━━━ Input records ━━━

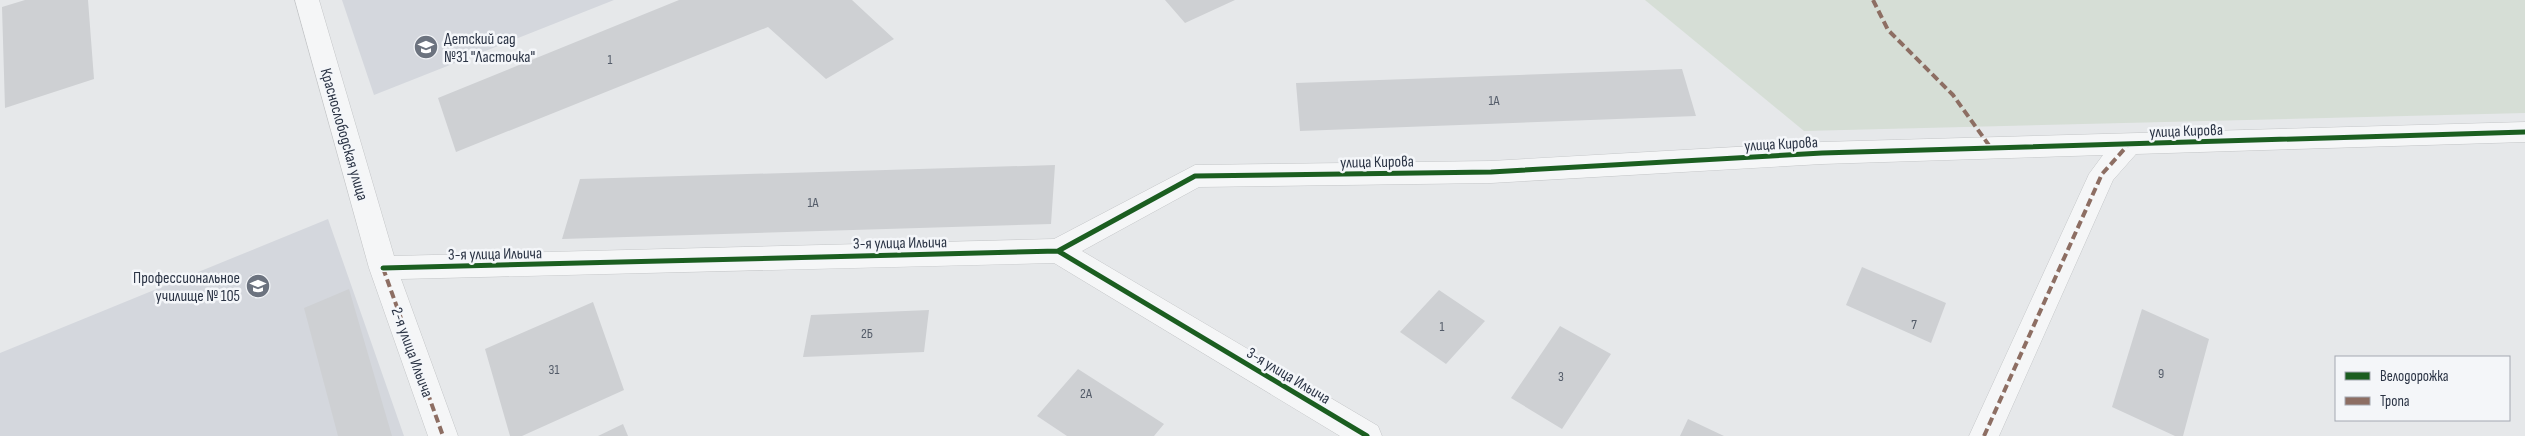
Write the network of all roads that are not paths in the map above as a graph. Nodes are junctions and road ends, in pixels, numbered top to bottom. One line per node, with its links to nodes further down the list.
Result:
1 (307, 0): 5 (street, Краснослободская улица)
2 (2525, 132): 3 (street, улица Кирова)
3 (2128, 145): 4 (street, улица Кирова); 8 (street)
4 (1058, 251): 5 (street, 3-я улица Ильича); 7 (street, 3-я улица Ильича)
5 (382, 268): 6 (street, 2-я улица Ильича)
6 (443, 436)
7 (1367, 436)
8 (1984, 436)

━━━

• _The task_: The entries are to be transcribed in full. Their pictures are not.

• _Result_:
Write the network of all roads that are not paths in the map above as a graph. Nodes are junctions and road ends, in pixels, numbered top to bottom. One line per node, with its links to nodes further down the list.
Result:
1 (307, 0): 5 (street, Краснослободская улица)
2 (2525, 132): 3 (street, улица Кирова)
3 (2128, 145): 4 (street, улица Кирова); 8 (street)
4 (1058, 251): 5 (street, 3-я улица Ильича); 7 (street, 3-я улица Ильича)
5 (382, 268): 6 (street, 2-я улица Ильича)
6 (443, 436)
7 (1367, 436)
8 (1984, 436)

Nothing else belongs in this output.